Data for this task:
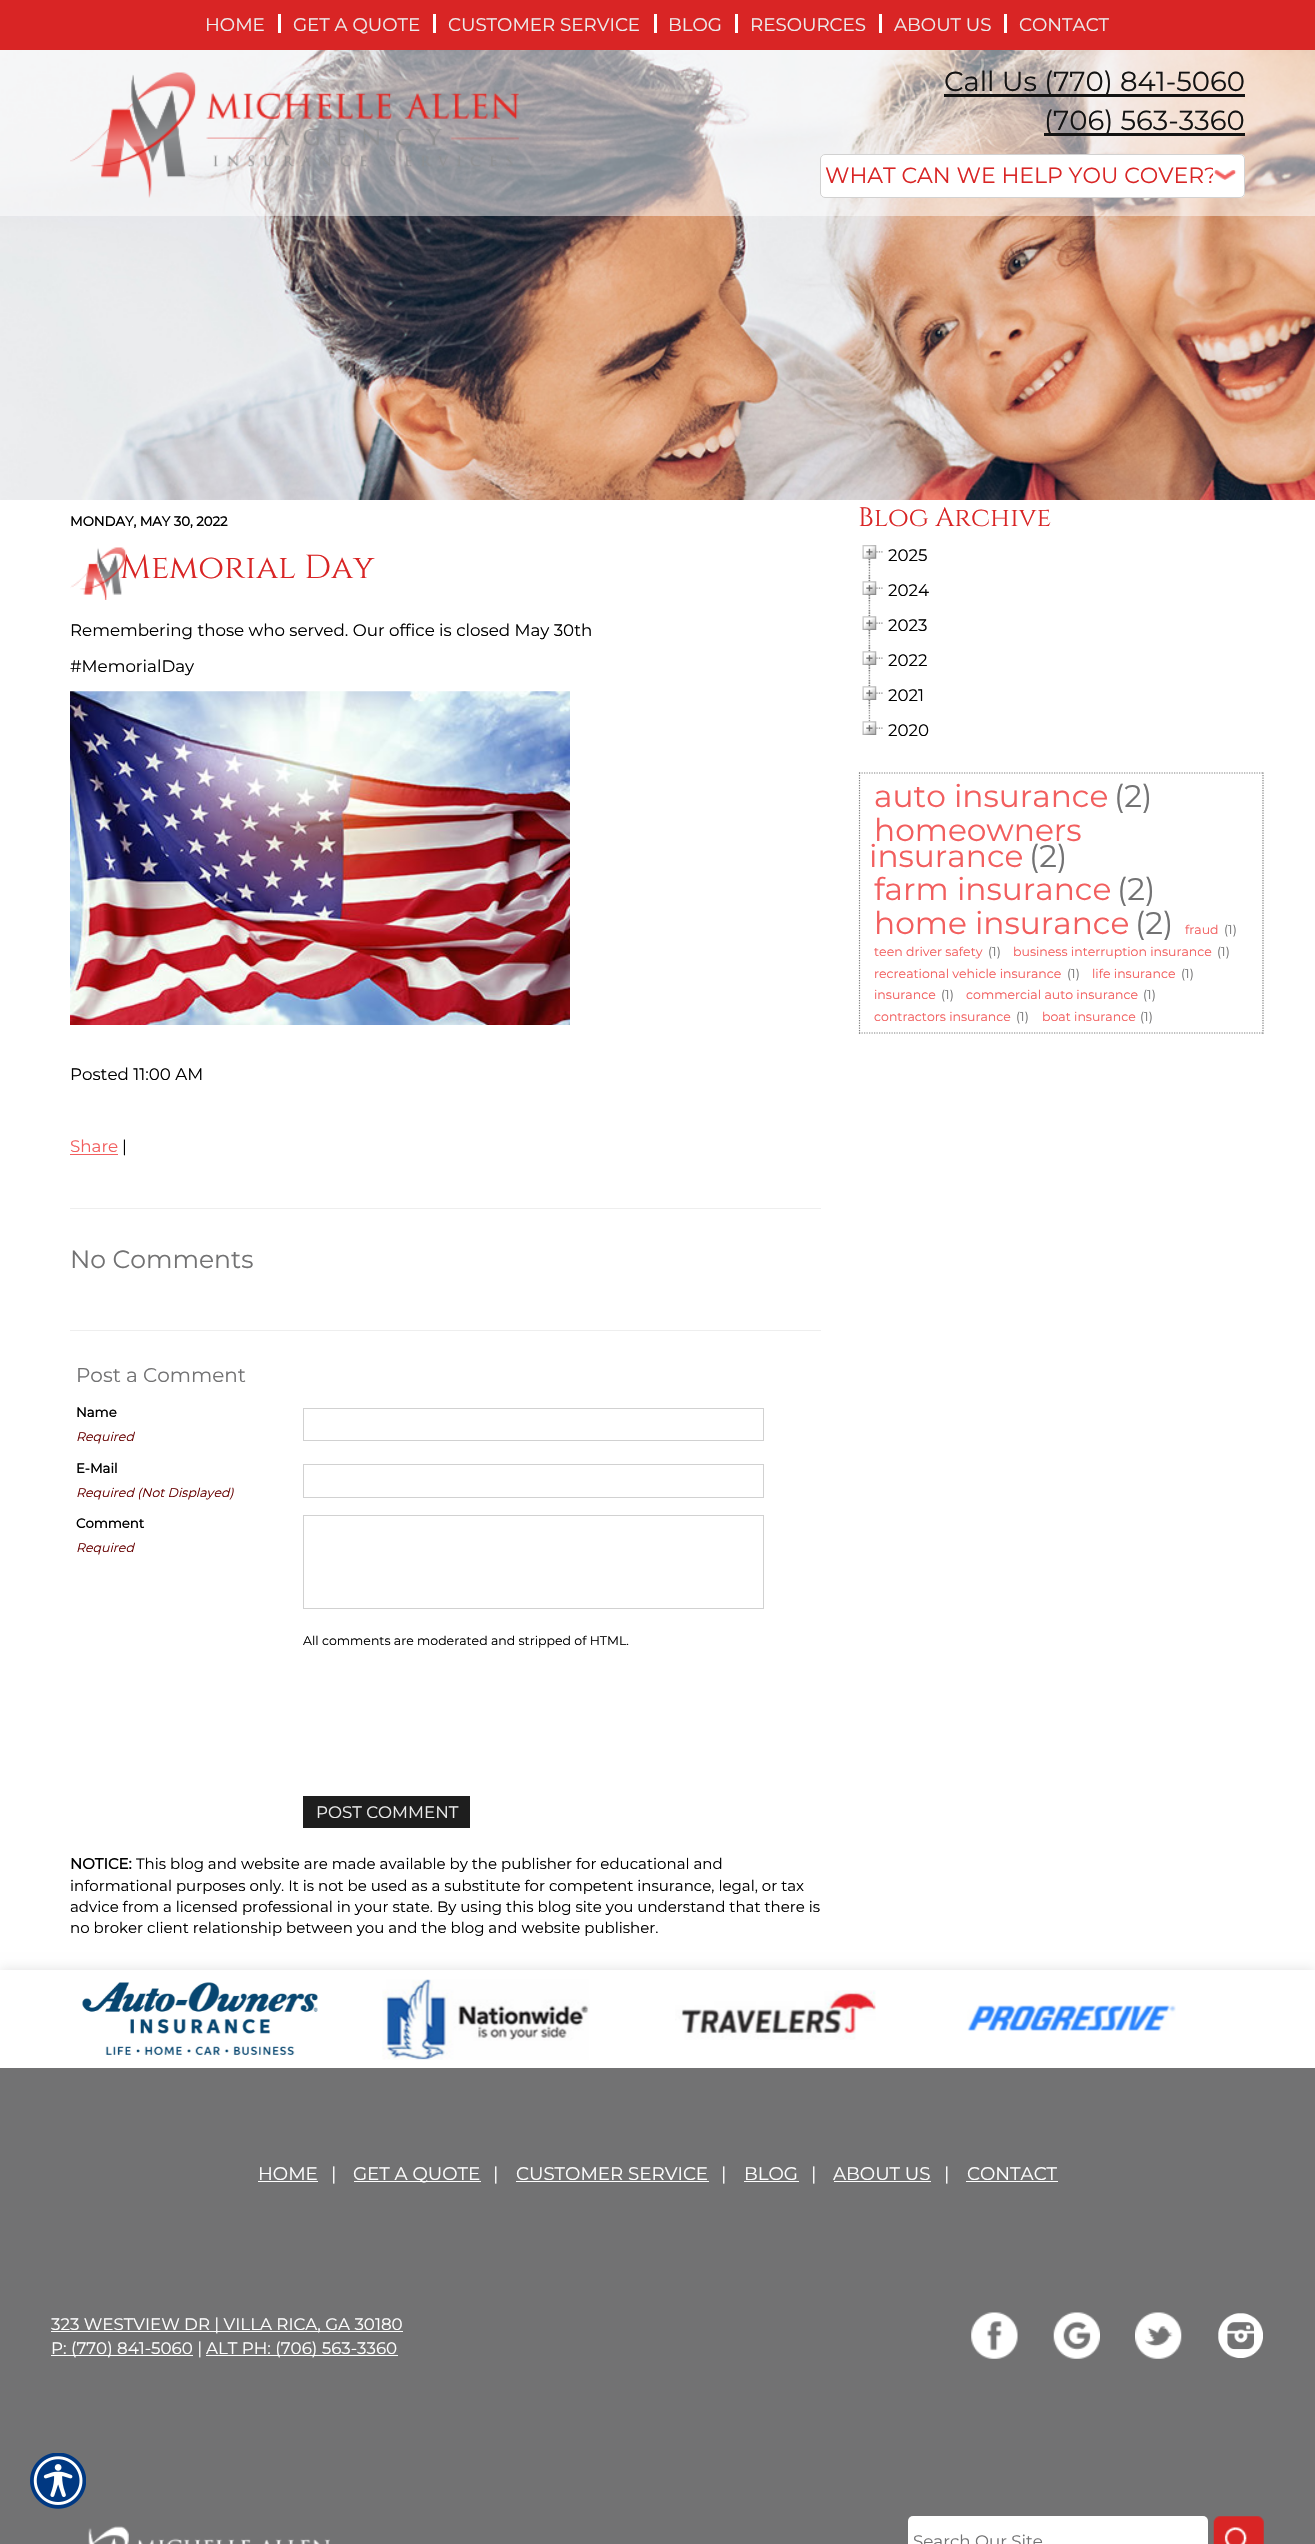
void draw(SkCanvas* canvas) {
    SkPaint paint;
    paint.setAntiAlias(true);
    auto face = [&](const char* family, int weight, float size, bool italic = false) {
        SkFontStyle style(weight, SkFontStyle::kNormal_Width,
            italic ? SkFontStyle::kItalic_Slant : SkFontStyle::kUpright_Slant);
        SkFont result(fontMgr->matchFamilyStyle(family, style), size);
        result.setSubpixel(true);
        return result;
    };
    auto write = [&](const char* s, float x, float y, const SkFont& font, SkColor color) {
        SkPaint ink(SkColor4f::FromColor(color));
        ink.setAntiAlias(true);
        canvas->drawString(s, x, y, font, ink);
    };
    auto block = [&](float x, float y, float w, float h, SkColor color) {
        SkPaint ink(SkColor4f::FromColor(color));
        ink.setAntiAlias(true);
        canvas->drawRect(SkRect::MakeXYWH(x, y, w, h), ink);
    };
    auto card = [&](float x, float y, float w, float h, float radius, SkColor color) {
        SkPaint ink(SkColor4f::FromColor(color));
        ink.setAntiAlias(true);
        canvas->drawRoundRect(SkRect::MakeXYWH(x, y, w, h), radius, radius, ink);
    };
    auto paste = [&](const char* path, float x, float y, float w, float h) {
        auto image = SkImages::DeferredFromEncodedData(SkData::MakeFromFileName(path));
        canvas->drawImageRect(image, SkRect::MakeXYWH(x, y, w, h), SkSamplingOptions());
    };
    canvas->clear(SK_ColorWHITE);
    paste("pic3.png", 0, 50, 1315, 450);
    block(0, 50, 1315, 166, SkColorSetARGB(128, 255, 255, 255));
    block(0, 0, 1315, 50, SkColorSetRGB(217, 37, 37));
    auto kFont1 = face("Montserrat", 100, 18.25f);
    write("HOME", 205, 31, kFont1, SkColorSetRGB(237, 237, 237));
    block(278, 14, 3, 19, SK_ColorWHITE);
    write("GET A QUOTE", 293, 31, kFont1, SkColorSetRGB(237, 237, 237));
    block(433, 14, 3, 19, SK_ColorWHITE);
    write("CUSTOMER SERVICE", 448, 31, kFont1, SkColorSetRGB(237, 237, 237));
    block(654, 14, 3, 19, SK_ColorWHITE);
    write("BLOG", 668, 31, kFont1, SkColorSetRGB(237, 237, 237));
    block(735, 14, 3, 19, SK_ColorWHITE);
    write("RESOURCES", 750, 31, kFont1, SkColorSetRGB(237, 237, 237));
    block(879, 14, 3, 19, SK_ColorWHITE);
    write("ABOUT US", 894, 31, kFont1, SkColorSetRGB(237, 237, 237));
    block(1004, 14, 3, 19, SK_ColorWHITE);
    write("CONTACT", 1019, 31, kFont1, SkColorSetRGB(237, 237, 237));
    paste("pic1.png", 70, 72, 449, 126);
    block(944, 94, 301, 3, SkColorSetRGB(19, 19, 19));
    auto kFont2 = face("Montserrat", 100, 27.5f);
    write("Call Us (770) 841-5060", 944, 91, kFont2, SkColorSetRGB(19, 19, 19));
    block(1044, 133, 201, 3, SkColorSetRGB(19, 19, 19));
    write("(706) 563-3360", 1044, 130, kFont2, SkColorSetRGB(19, 19, 19));
    card(820, 154, 425, 44, 5, SK_ColorWHITE);
    paste("pic2.png", 1213, 170, 24, 10);
    paint.setStyle(SkPaint::kStroke_Style);
    paint.setStrokeWidth(1);
    paint.setColor(SkColorSetRGB(209, 209, 209));
    canvas->drawRoundRect(SkRect::MakeXYWH(820.5f, 154.5f, 424, 43), 4.5f, 4.5f, paint);
    canvas->save();
    canvas->clipRect(SkRect::MakeXYWH(825, 160, 388, 31));
    auto kFont3 = face("Montserrat", 100, 22);
    write("WHAT CAN WE HELP YOU COVER?", 825, 183, kFont3, SkColorSetRGB(217, 37, 37));
    canvas->restore();
    auto kFont4 = face("Montserrat", 700, 13.25f);
    write("MONDAY, MAY 30, 2022", 70, 526, kFont4, SK_ColorBLACK);
    paste("pic4.png", 70, 547, 57, 53);
    auto kFont5 = face("Cinzel", 400, 33.25f);
    write("Memorial Day", 120, 578, kFont5, SkColorSetRGB(217, 37, 37));
    auto kFont6 = face("Montserrat", 100, 16.7f);
    write("Remembering those who served. Our office is closed May 30th", 70, 636, kFont6, SK_ColorBLACK);
    write("#MemorialDay", 70, 672, kFont6, SK_ColorBLACK);
    paste("pic5.png", 70, 691, 500, 334);
    write("Posted 11:00 AM", 70, 1080, kFont6, SK_ColorBLACK);
    write("Share", 70, 1152, kFont6, SkColorSetRGB(242, 94, 94));
    block(70, 1154, 48, 1, SkColorSetRGB(242, 94, 94));
    write("|", 122, 1152, kFont6, SK_ColorBLACK);
    block(70, 1208, 751, 1, SkColorSetRGB(238, 238, 238));
    auto kFont7 = face("Montserrat", 100, 25);
    write("No Comments", 70, 1268, kFont7, SkColorSetRGB(114, 114, 115));
    block(70, 1330, 751, 1, SkColorSetRGB(238, 238, 238));
    auto kFont8 = face("Montserrat", 100, 20);
    write("Post a Comment", 76, 1382, kFont8, SkColorSetRGB(114, 114, 115));
    write("Name", 76, 1417, kFont4, SK_ColorBLACK);
    auto kFont9 = face("Montserrat", 100, 12.5f, true);
    write("Required", 76, 1441, kFont9, SkColorSetRGB(102, 0, 0));
    canvas->drawRect(SkRect::MakeXYWH(303.5f, 1408.5f, 460, 32), paint);
    write("E-Mail", 76, 1473, kFont4, SK_ColorBLACK);
    write("Required (Not Displayed)", 76, 1497, kFont9, SkColorSetRGB(102, 0, 0));
    canvas->drawRect(SkRect::MakeXYWH(303.5f, 1464.5f, 460, 33), paint);
    write("Comment", 76, 1528, kFont4, SK_ColorBLACK);
    write("Required", 76, 1552, kFont9, SkColorSetRGB(102, 0, 0));
    canvas->drawRect(SkRect::MakeXYWH(303.5f, 1515.5f, 460, 93), paint);
    auto kFont10 = face("Montserrat", 100, 12.5f);
    write("All comments are moderated and stripped of HTML.", 303, 1645, kFont10, SK_ColorBLACK);
    block(303, 1796, 167, 32, SkColorSetRGB(30, 30, 30));
    write("POST COMMENT", 316, 1818, kFont6, SkColorSetRGB(237, 237, 237));
    auto kFont11 = face("Montserrat", 700, 15);
    write("NOTICE:", 70, 1869, kFont11, SK_ColorBLACK);
    auto kFont12 = face("Montserrat", 100, 15);
    write("This blog and website are made available by the publisher for educational and", 136, 1869, kFont12, SK_ColorBLACK);
    write("informational purposes only. It is not be used as a substitute for competent insurance, legal, or tax", 70, 1891, kFont12, SK_ColorBLACK);
    write("advice from a licensed professional in your state. By using this blog site you understand that there is", 70, 1912, kFont12, SK_ColorBLACK);
    write("no broker client relationship between you and the blog and website publisher.", 70, 1933, kFont12, SK_ColorBLACK);
    auto kFont13 = face("Cinzel", 400, 26.75f);
    write("Blog Archive", 858, 526, kFont13, SkColorSetRGB(217, 37, 37));
    paste("pic6.png", 868, 558, 3, 16);
    paste("pic7.png", 868, 551, 15, 14);
    paste("pic8.png", 862, 545, 15, 14);
    write("2025", 888, 561, kFont6, SK_ColorBLACK);
    paste("pic9.png", 868, 573, 3, 36);
    paste("pic10.png", 868, 574, 15, 28);
    paste("pic11.png", 862, 581, 15, 14);
    write("2024", 888, 596, kFont6, SK_ColorBLACK);
    paste("pic12.png", 868, 608, 3, 36);
    paste("pic13.png", 868, 609, 15, 28);
    paste("pic14.png", 862, 616, 15, 14);
    write("2023", 888, 631, kFont6, SK_ColorBLACK);
    paste("pic12.png", 868, 643, 3, 36);
    paste("pic13.png", 868, 644, 15, 28);
    paste("pic14.png", 862, 651, 15, 14);
    write("2022", 888, 666, kFont6, SK_ColorBLACK);
    paste("pic12.png", 868, 678, 3, 36);
    paste("pic13.png", 868, 679, 15, 28);
    paste("pic14.png", 862, 686, 15, 14);
    write("2021", 888, 701, kFont6, SK_ColorBLACK);
    paste("pic15.png", 868, 714, 15, 15);
    paste("pic16.png", 862, 721, 15, 14);
    write("2020", 888, 736, kFont6, SK_ColorBLACK);
    paint.setStrokeWidth(1.2f);
    paint.setColor(SkColorSetRGB(127, 127, 127));
    paint.setPathEffect(SkDashPathEffect::Make({{1.25f, 1.25f}}, 0));
    canvas->drawPath(SkPathBuilder().moveTo(859, 773).lineTo(1264, 773).detach(), paint);
    paint.setPathEffect(nullptr);
    paint.setPathEffect(SkDashPathEffect::Make({{1.25f, 1.25f}}, 0));
    canvas->drawPath(SkPathBuilder().moveTo(1263, 772.5f).lineTo(1263, 1034).detach(), paint);
    paint.setPathEffect(nullptr);
    paint.setPathEffect(SkDashPathEffect::Make({{1.25f, 1.25f}}, 0));
    canvas->drawPath(SkPathBuilder().moveTo(859, 1033).lineTo(1264, 1033).detach(), paint);
    paint.setPathEffect(nullptr);
    paint.setPathEffect(SkDashPathEffect::Make({{1.25f, 1.25f}}, 0));
    canvas->drawPath(SkPathBuilder().moveTo(859.5f, 772.5f).lineTo(859.5f, 1034).detach(), paint);
    paint.setPathEffect(nullptr);
    auto kFont14 = face("Montserrat", 100, 31.25f);
    write("auto insurance", 874, 807, kFont14, SkColorSetRGB(242, 94, 94));
    write("(2)", 1114, 807, kFont14, SkColorSetRGB(114, 114, 115));
    write("homeowners", 874, 841, kFont14, SkColorSetRGB(242, 94, 94));
    write("insurance", 869, 867, kFont14, SkColorSetRGB(242, 94, 94));
    write("(2)", 1029, 867, kFont14, SkColorSetRGB(114, 114, 115));
    write("farm insurance", 874, 900, kFont14, SkColorSetRGB(242, 94, 94));
    write("(2)", 1117, 900, kFont14, SkColorSetRGB(114, 114, 115));
    write("home insurance", 874, 934, kFont14, SkColorSetRGB(242, 94, 94));
    write("(2)", 1135, 934, kFont14, SkColorSetRGB(114, 114, 115));
    write("fraud", 1185, 934, kFont10, SkColorSetRGB(242, 94, 94));
    write("(1)", 1224, 934, kFont10, SkColorSetRGB(114, 114, 115));
    write("teen driver safety", 874, 956, kFont10, SkColorSetRGB(242, 94, 94));
    write("(1)", 988, 956, kFont10, SkColorSetRGB(114, 114, 115));
    write("business interruption insurance", 1013, 956, kFont10, SkColorSetRGB(242, 94, 94));
    write("(1)", 1217, 956, kFont10, SkColorSetRGB(114, 114, 115));
    write("recreational vehicle insurance", 874, 978, kFont10, SkColorSetRGB(242, 94, 94));
    write("(1)", 1067, 978, kFont10, SkColorSetRGB(114, 114, 115));
    write("life insurance", 1092, 978, kFont10, SkColorSetRGB(242, 94, 94));
    write("(1)", 1181, 978, kFont10, SkColorSetRGB(114, 114, 115));
    write("insurance", 874, 999, kFont10, SkColorSetRGB(242, 94, 94));
    write("(1)", 941, 999, kFont10, SkColorSetRGB(114, 114, 115));
    write("commercial auto insurance", 966, 999, kFont10, SkColorSetRGB(242, 94, 94));
    write("(1)", 1143, 999, kFont10, SkColorSetRGB(114, 114, 115));
    write("contractors insurance", 874, 1021, kFont10, SkColorSetRGB(242, 94, 94));
    write("(1)", 1016, 1021, kFont10, SkColorSetRGB(114, 114, 115));
    write("boat insurance", 1042, 1021, kFont10, SkColorSetRGB(242, 94, 94));
    write("(1)", 1140, 1021, kFont10, SkColorSetRGB(114, 114, 115));
    paint.setStyle(SkPaint::kFill_Style);
    paint.setColor(SkColorSetARGB(31, 0, 0, 0));
    paint.setMaskFilter(SkMaskFilter::MakeBlur(kNormal_SkBlurStyle, 6));
    canvas->drawRect(SkRect::MakeXYWH(0, 1970, 1315, 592), paint);
    paint.setMaskFilter(nullptr);
    block(0, 2068, 1315, 476, SkColorSetRGB(114, 114, 115));
    block(0, 1970, 1315, 98, SK_ColorWHITE);
    paste("pic17.png", 82, 1982, 236, 73);
    paste("pic18.png", 382, 1979, 208, 81);
    paste("pic19.png", 675, 1990, 201, 50);
    paste("pic20.png", 967, 2005, 209, 26);
    write("HOME", 258, 2180, kFont1, SK_ColorWHITE);
    block(258, 2181, 60, 1, SK_ColorWHITE);
    write("|", 331, 2180, kFont1, SK_ColorWHITE);
    block(354, 2181, 127, 1, SK_ColorWHITE);
    write("GET A QUOTE", 353, 2180, kFont1, SK_ColorWHITE);
    write("|", 493, 2180, kFont1, SK_ColorWHITE);
    write("CUSTOMER SERVICE", 516, 2180, kFont1, SK_ColorWHITE);
    block(516, 2181, 193, 1, SK_ColorWHITE);
    write("|", 721, 2180, kFont1, SK_ColorWHITE);
    write("BLOG", 744, 2180, kFont1, SK_ColorWHITE);
    block(744, 2181, 55, 1, SK_ColorWHITE);
    write("|", 811, 2180, kFont1, SK_ColorWHITE);
    write("ABOUT US", 833, 2180, kFont1, SK_ColorWHITE);
    block(834, 2181, 97, 1, SK_ColorWHITE);
    write("|", 944, 2180, kFont1, SK_ColorWHITE);
    write("CONTACT", 967, 2180, kFont1, SK_ColorWHITE);
    block(966, 2181, 92, 1, SK_ColorWHITE);
    block(51, 2331, 352, 1, SK_ColorWHITE);
    write("323 WESTVIEW DR | VILLA RICA, GA 30180", 51, 2330, kFont6, SK_ColorWHITE);
    block(51, 2355, 142, 1, SK_ColorWHITE);
    write("P: (770) 841-5060 |", 51, 2354, kFont6, SK_ColorWHITE);
    block(206, 2355, 192, 1, SK_ColorWHITE);
    write("ALT PH: (706) 563-3360", 206, 2354, kFont6, SK_ColorWHITE);
    paste("pic21.png", 971, 2312, 47, 47);
    paste("pic22.png", 1053, 2312, 47, 47);
    paste("pic23.png", 1135, 2312, 47, 47);
    paste("pic24.png", 1218, 2313, 45, 45);
    paste("pic25.png", 88, 2526, 242, 18);
    card(908, 2516, 300, 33, 5, SK_ColorWHITE);
    write("Search Our Site", 913, 2547, kFont6, SkColorSetRGB(114, 114, 115));
    paste("pic26.png", 1213, 2516, 51, 28);
    paste("pic27.png", 30, 2453, 56, 56);
}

Exercise instructions: Starting with the line above that holds "1528, kFont4, SK_ColorBLACK);" and stopping with the line that holds "561, kFont6, SK_ColorBLACK);", reproduce each line exactly, omitting all other lines.

Exercise response:
    write("Comment", 76, 1528, kFont4, SK_ColorBLACK);
    write("Required", 76, 1552, kFont9, SkColorSetRGB(102, 0, 0));
    canvas->drawRect(SkRect::MakeXYWH(303.5f, 1515.5f, 460, 93), paint);
    auto kFont10 = face("Montserrat", 100, 12.5f);
    write("All comments are moderated and stripped of HTML.", 303, 1645, kFont10, SK_ColorBLACK);
    block(303, 1796, 167, 32, SkColorSetRGB(30, 30, 30));
    write("POST COMMENT", 316, 1818, kFont6, SkColorSetRGB(237, 237, 237));
    auto kFont11 = face("Montserrat", 700, 15);
    write("NOTICE:", 70, 1869, kFont11, SK_ColorBLACK);
    auto kFont12 = face("Montserrat", 100, 15);
    write("This blog and website are made available by the publisher for educational and", 136, 1869, kFont12, SK_ColorBLACK);
    write("informational purposes only. It is not be used as a substitute for competent insurance, legal, or tax", 70, 1891, kFont12, SK_ColorBLACK);
    write("advice from a licensed professional in your state. By using this blog site you understand that there is", 70, 1912, kFont12, SK_ColorBLACK);
    write("no broker client relationship between you and the blog and website publisher.", 70, 1933, kFont12, SK_ColorBLACK);
    auto kFont13 = face("Cinzel", 400, 26.75f);
    write("Blog Archive", 858, 526, kFont13, SkColorSetRGB(217, 37, 37));
    paste("pic6.png", 868, 558, 3, 16);
    paste("pic7.png", 868, 551, 15, 14);
    paste("pic8.png", 862, 545, 15, 14);
    write("2025", 888, 561, kFont6, SK_ColorBLACK);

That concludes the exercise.